'Sleep No More' Review: Interactive Play Makes Us Kids Again

Culture

Last Sunday, I rounded out my weekend by going to see Sleep No More, a performance by London’s Punchdrunk loosely based on Shakespeare’s Macbeth. It takes place at the fictional McKittrick Hotel, a multi-floored warehouse which once housed a popular Chelsea club scene.

Sleep No More is probably best experienced having very little prior knowledge about what’s in store, so without giving too much away, the experience begins with you and your fellow attendees being whisked into an elevator where an actor reads you the “rules” of the evening;

1. Don't take off your mask

2. Don't talk once inside

3. The McKittrick is best experienced alone, handholding is not supported

4. If it all gets to be “a bit too much,” go up to the second floor bar.

You are then handed a thick white Venetian mask, directed into the incredibly detailed 1920s bar (where you are allowed to talk and encouraged to remove your mask) before setting out to explore six floors of freak.

Sleep No More is an interesting case study on how people masked in anonymity handle both freedom and authority. You know there’s a performance going on, but you’re part of the performance, integral to the performance even as you meander through the hotel. There were guests, like myself, who took the tactile experience and ran with it. If I used Duncan’s pen and spun around in a desk chair, no one was going to look twice. If I submerged my hands into dirty bath water, no one was going to stop me. No one was even going to know it was me, unless they recognized my flares and striped T-shirt, which is a likely possibility.

There was a gauzy sheik guarded by a cast member which patrons were told (through the universal X hand gesture and vigorous horizontal head shake) that they couldn't enter. I wasn't willing to accept this. If I didn’t have words to reason with and ask WHY it was that I couldn’t go in — I was going to push the physical limit. I tried to climb through the curtained window. The answer was again, no. But in a performance, does no actually mean no? Does anyone have any real authority? Maybe this is why kids can be such general pains in the ass — they don't have the fullness of words to challenge authority and therefore they go to extreme measures, like laying like rag dolls on the floor or refusing to bend their legs. Am I a child or does Sleep No More turn some of us into children? Children on Halloween, no less.

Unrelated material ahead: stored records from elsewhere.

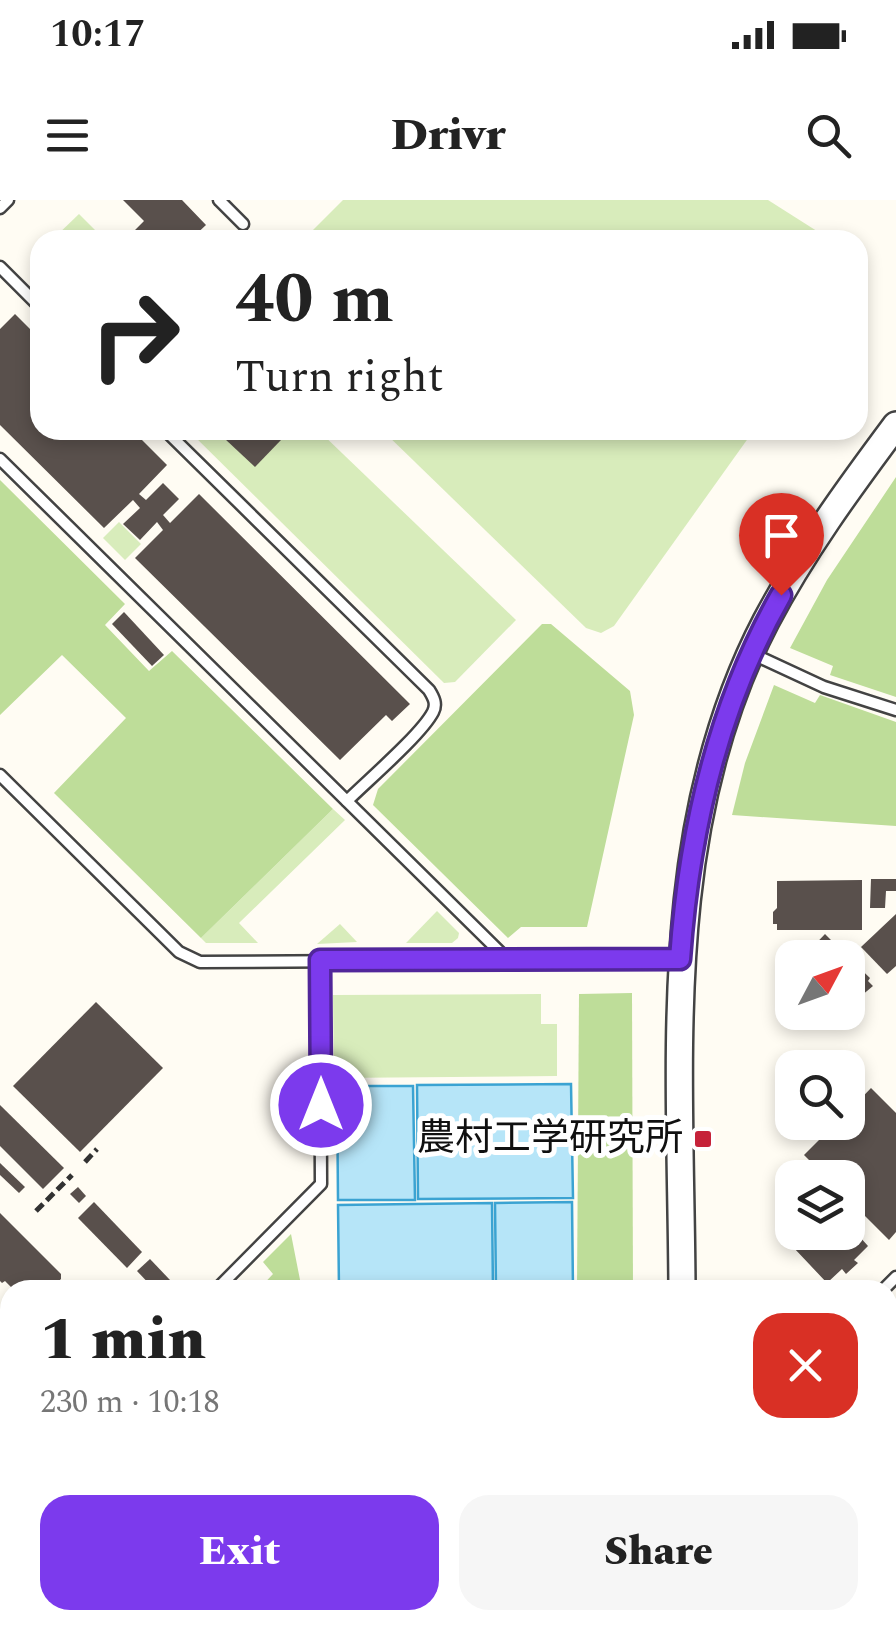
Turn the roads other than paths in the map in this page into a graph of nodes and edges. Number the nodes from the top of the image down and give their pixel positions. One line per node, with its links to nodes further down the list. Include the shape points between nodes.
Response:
1 (8, 200): 3 (lane)
2 (219, 200): 4 (lane)
3 (0, 208)
4 (243, 224)
5 (0, 268): 6 (lane)
6 (30, 297)
7 (896, 425): 10 (street, via 797,567)
8 (175, 440): 13 (lane, via 436,700 423,725)
9 (0, 459): 13 (lane)
10 (752, 653): 11 (lane, via 824,687); 14 (street, via 712,761 694,834)
11 (896, 710)
12 (0, 775): 15 (lane, via 192,960)
13 (347, 801): 16 (lane)
14 (680, 959): 16 (lane); 18 (street)
15 (320, 960): 16 (lane); 17 (lane, via 322,1184)
16 (508, 960)
17 (226, 1280)
18 (682, 1280)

I will freely admit that I was buzzed going into the experience, but then again I’m sure I wasn’t alone; the whole performance is rooted in alcohol and both begins and ends in a bar. Thinking about it in the sober days after, I realized that maybe this is just how I move through the world. I don’t mean that I move through the world as a drunken deviant, but maybe if I see a bed, I’m going to want to jump on it. If I’m masked and in a dark room, I sure as hell am just going to go for it. I was never told not to. And I'm sure I got some questionable looks from some (impossible to know for sure, again, masks), and I KNOW I got some questionable looks from the person I was with: "this is why I could never date you, you destroy things."

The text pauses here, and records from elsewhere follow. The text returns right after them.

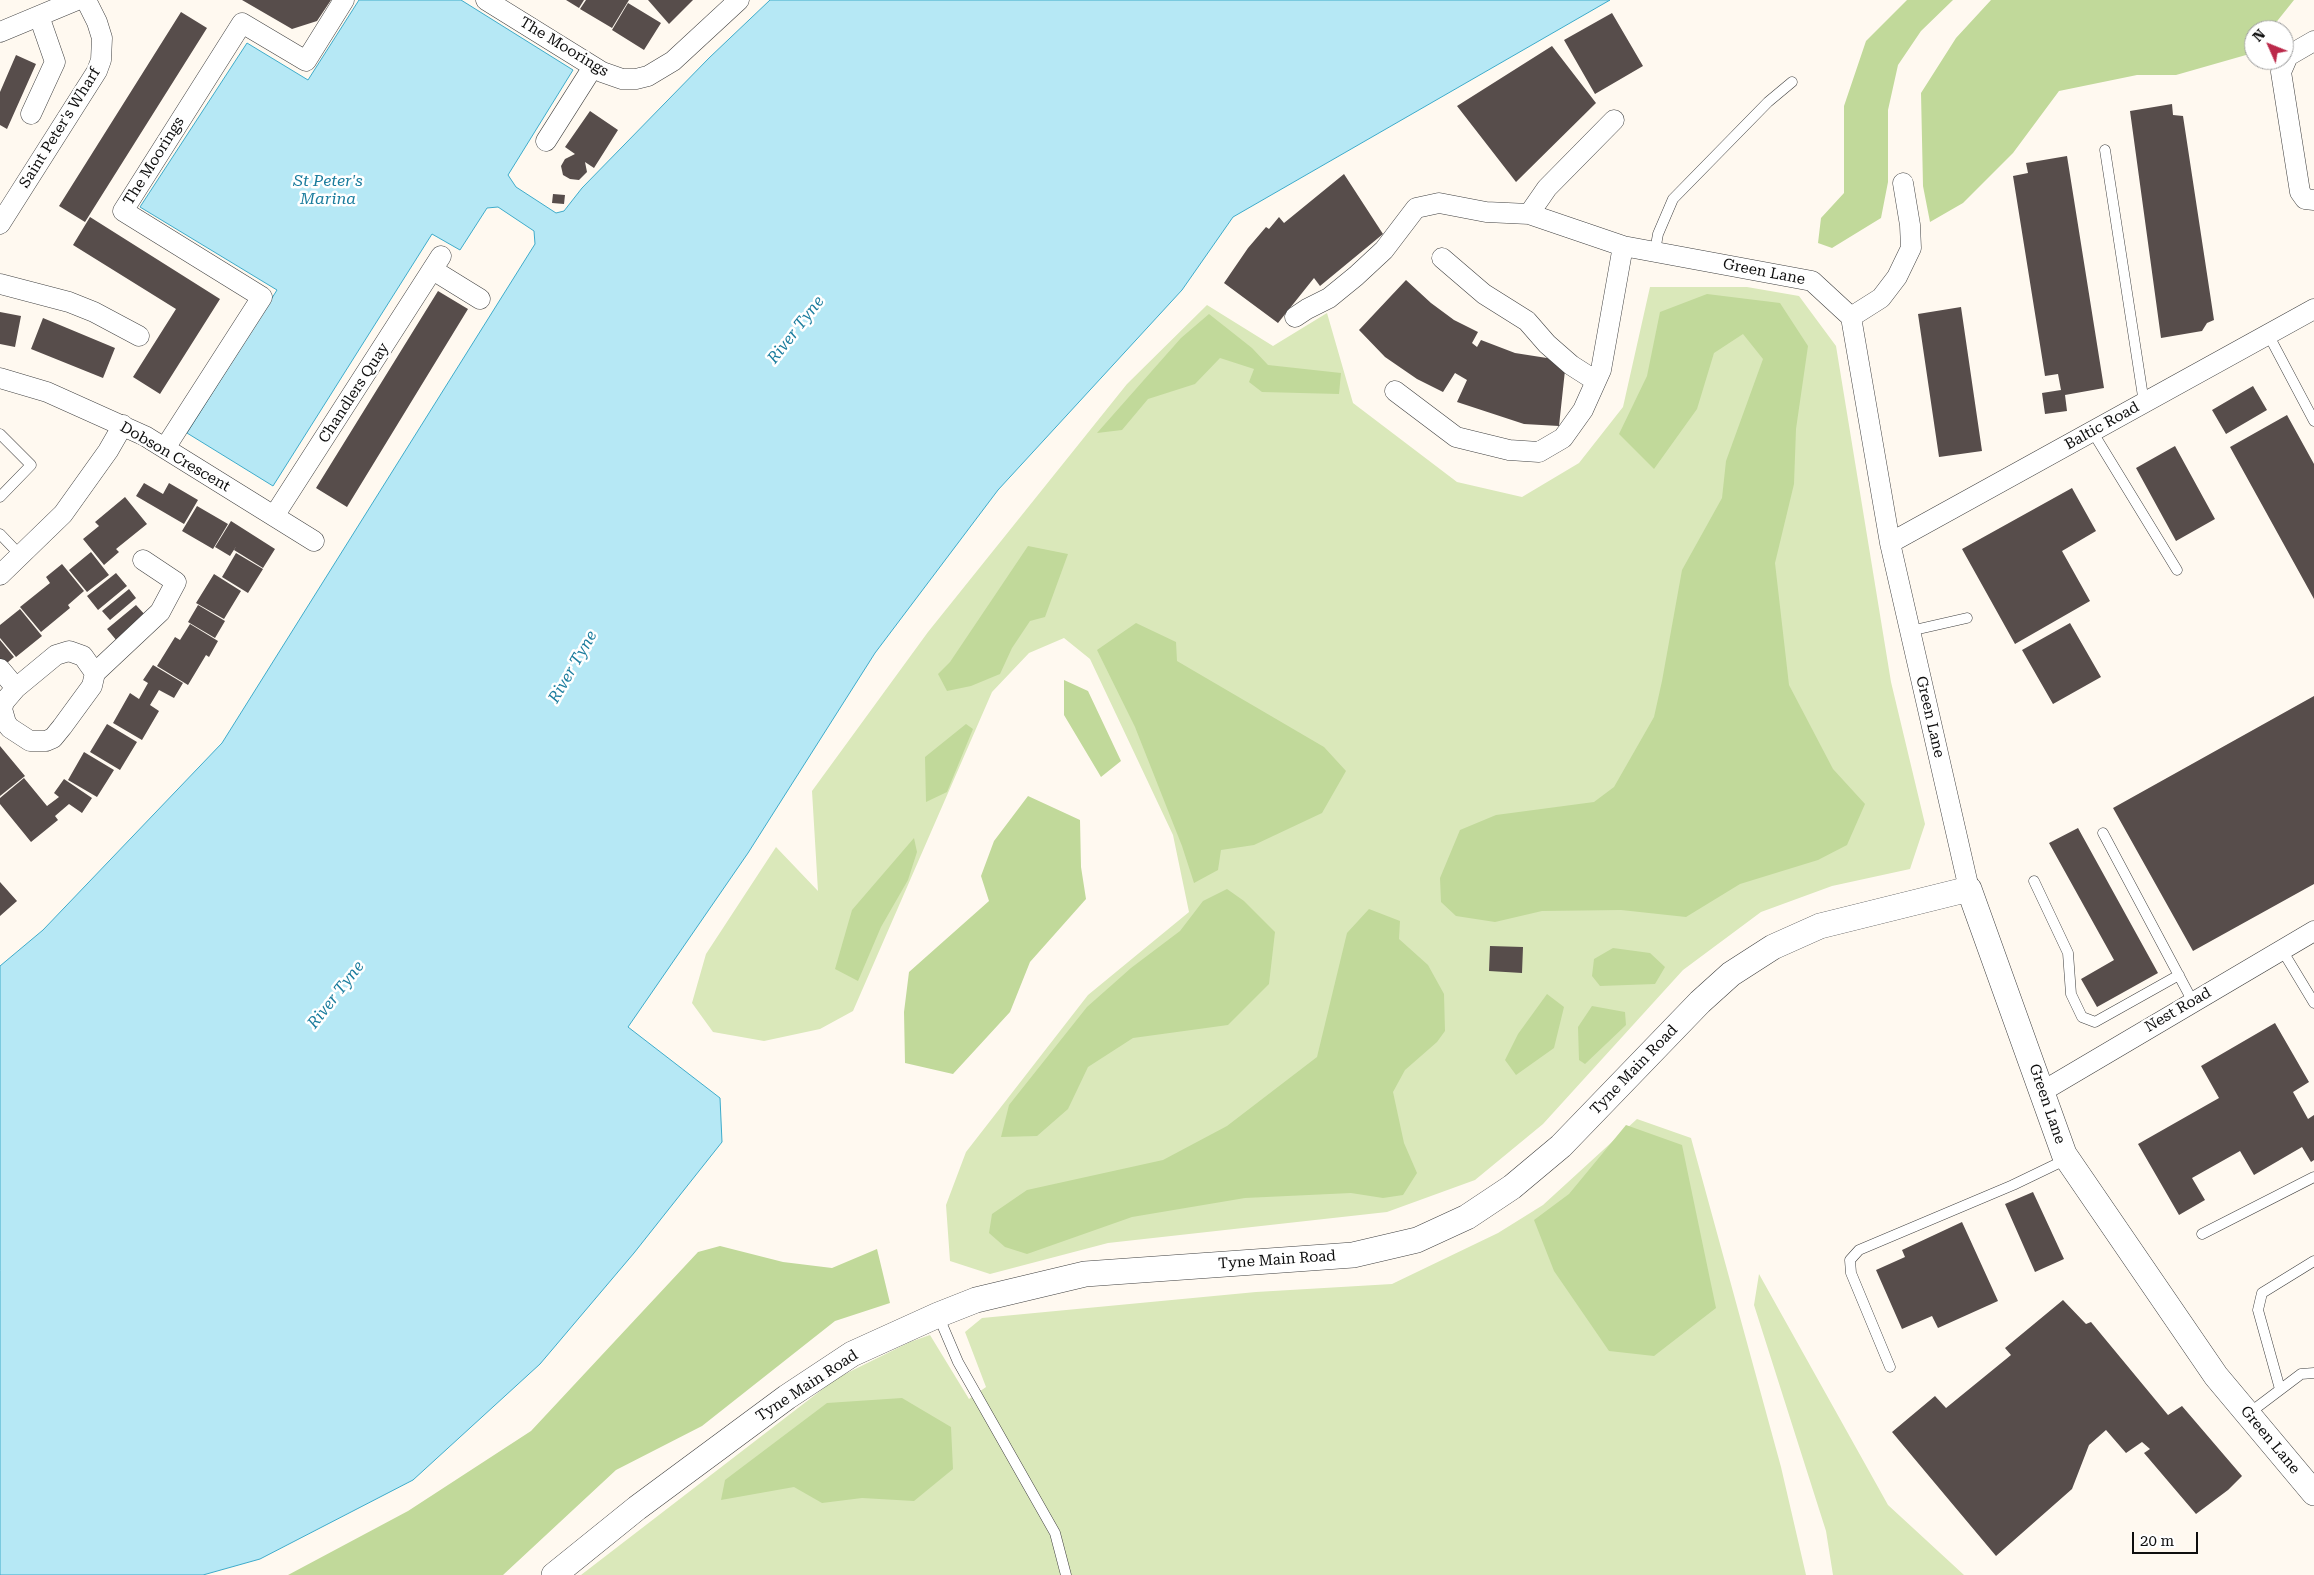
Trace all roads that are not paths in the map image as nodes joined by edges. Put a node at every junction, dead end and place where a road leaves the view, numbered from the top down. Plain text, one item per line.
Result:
1 (77, 0) edge
2 (86, 0) edge
3 (344, 0) edge
4 (486, 0) edge
5 (739, 0) edge
6 (39, 16) junction
7 (0, 32) edge
8 (2314, 41) edge
9 (593, 67) junction
10 (1792, 82) dead end
11 (31, 114) dead end
12 (1614, 120) dead end
13 (546, 142) dead end
14 (2105, 150) dead end
15 (1902, 183) dead end
16 (2314, 200) edge
17 (1529, 214) junction
18 (0, 224) edge
19 (1623, 246) junction
20 (1654, 251) junction
21 (1442, 258) dead end
22 (0, 284) edge
23 (480, 299) dead end
24 (2314, 309) edge
25 (1296, 317) dead end
26 (1851, 317) junction
27 (2268, 334) junction
28 (139, 336) dead end
29 (0, 378) edge
30 (1596, 381) junction
31 (1395, 391) dead end
32 (2144, 403) junction
33 (2314, 421) edge
34 (122, 425) junction
35 (2092, 431) junction
36 (0, 434) edge
37 (166, 448) junction
38 (0, 497) edge
39 (274, 516) junction
40 (0, 534) edge
41 (314, 541) dead end
42 (1890, 543) junction
43 (21, 556) junction
44 (143, 560) dead end
45 (2177, 570) dead end
46 (0, 575) edge
47 (1967, 618) dead end
48 (1910, 631) junction
49 (0, 669) edge
50 (95, 673) junction
51 (16, 688) junction
52 (2103, 833) dead end
53 (2034, 881) dead end
54 (1969, 889) junction
55 (2314, 931) edge
56 (2282, 950) junction
57 (2179, 975) junction
58 (2192, 1002) junction
59 (2314, 1003) edge
60 (2043, 1090) junction
61 (2068, 1158) junction
62 (2314, 1177) edge
63 (2202, 1234) dead end
64 (2314, 1261) edge
65 (938, 1315) junction
66 (1890, 1367) dead end
67 (2314, 1373) edge
68 (2280, 1389) junction
69 (2248, 1414) junction
70 (2314, 1493) edge
71 (554, 1575) edge
72 (1066, 1575) edge

1 - 6 street
2 - 18 street, Saint Peter's Wharf
3 - 37 street, The Moorings
4 - 9 street, The Moorings
5 - 9 street, The Moorings
6 - 7 street
6 - 11 street
8 - 16 street
9 - 13 street
10 - 20 lane
12 - 17 street
14 - 32 lane
15 - 26 street
17 - 19 street, Green Lane
17 - 25 street, Green Lane
19 - 20 street, Green Lane
19 - 30 street
20 - 26 street, Green Lane
21 - 30 street
22 - 28 street
23 - 39 street, Chandlers Quay
24 - 27 street, Baltic Road
26 - 42 street, Green Lane
27 - 32 street, Baltic Road
27 - 33 lane
29 - 34 street, Dobson Crescent
30 - 31 street
32 - 35 street, Baltic Road
34 - 37 street, Dobson Crescent
34 - 43 street
35 - 42 street, Baltic Road
35 - 45 lane
36 - 38 lane
37 - 39 street, Dobson Crescent
39 - 41 street, Dobson Crescent
40 - 43 lane
42 - 48 street, Green Lane
43 - 46 street
44 - 50 street
47 - 48 lane
48 - 54 street, Green Lane
49 - 51 street
50 - 51 street
50 - 51 street
52 - 57 lane
53 - 57 lane
54 - 60 street, Green Lane
54 - 65 street, Tyne Main Road
55 - 56 street, Nest Road
56 - 58 street, Nest Road
56 - 59 lane
57 - 58 lane
58 - 60 street, Nest Road
60 - 61 street, Green Lane
61 - 66 lane
61 - 69 street, Green Lane
62 - 63 lane
64 - 68 lane
65 - 71 street, Tyne Main Road
65 - 72 lane
67 - 68 lane
68 - 69 lane
69 - 70 street, Green Lane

But in reality I adhered to all the rules. I didn’t speak. I didn’t remove my mask. I didn’t use my phone. I didn’t observe one person breaking any of the “rules” and it would’ve been so easy to do so. What I observed was a classic example of Kantian Ethics where people react with disdain to others who violate societal rules that have been unanimously agreed upon since they are in the best interest of all. So we didn’t take off our masks, and we didn’t speak or hold hands. We understood that in order to facilitate the best experience for everyone we couldn’t do these things, and because nothing else had been deemed OFF limits, every other action (to me at least) was extremely on limits. Whether we chose to exercise our new found freedom was for each person to decide.

As weird of an experience as Sleep No More is (it is unlike anything I've ever seen or done before and I’d recommend you see for yourself), my favorite part was observing the other audience members. Some walk around tentatively as if they’re in the Guggenheim. I’d argue that those people have the least fulfilling experience, miss the most details, leave early. I’m sure many people steal a relic, and others cause general contained chaos. If it had been bright and we were stripped of masks — if we had been able to comment on the strangeness of what we were seeing, able to assign words to our thoughts, have facial reactions that could be read by others, ask questions, do the things humans normally do when trying to make sense of something strange I’m sure that most of us would’ve adhered more thoroughly to “social norms”. But I’m glad it wasn’t a “socially normal” night. Those iron-clad beds were deliciously springy.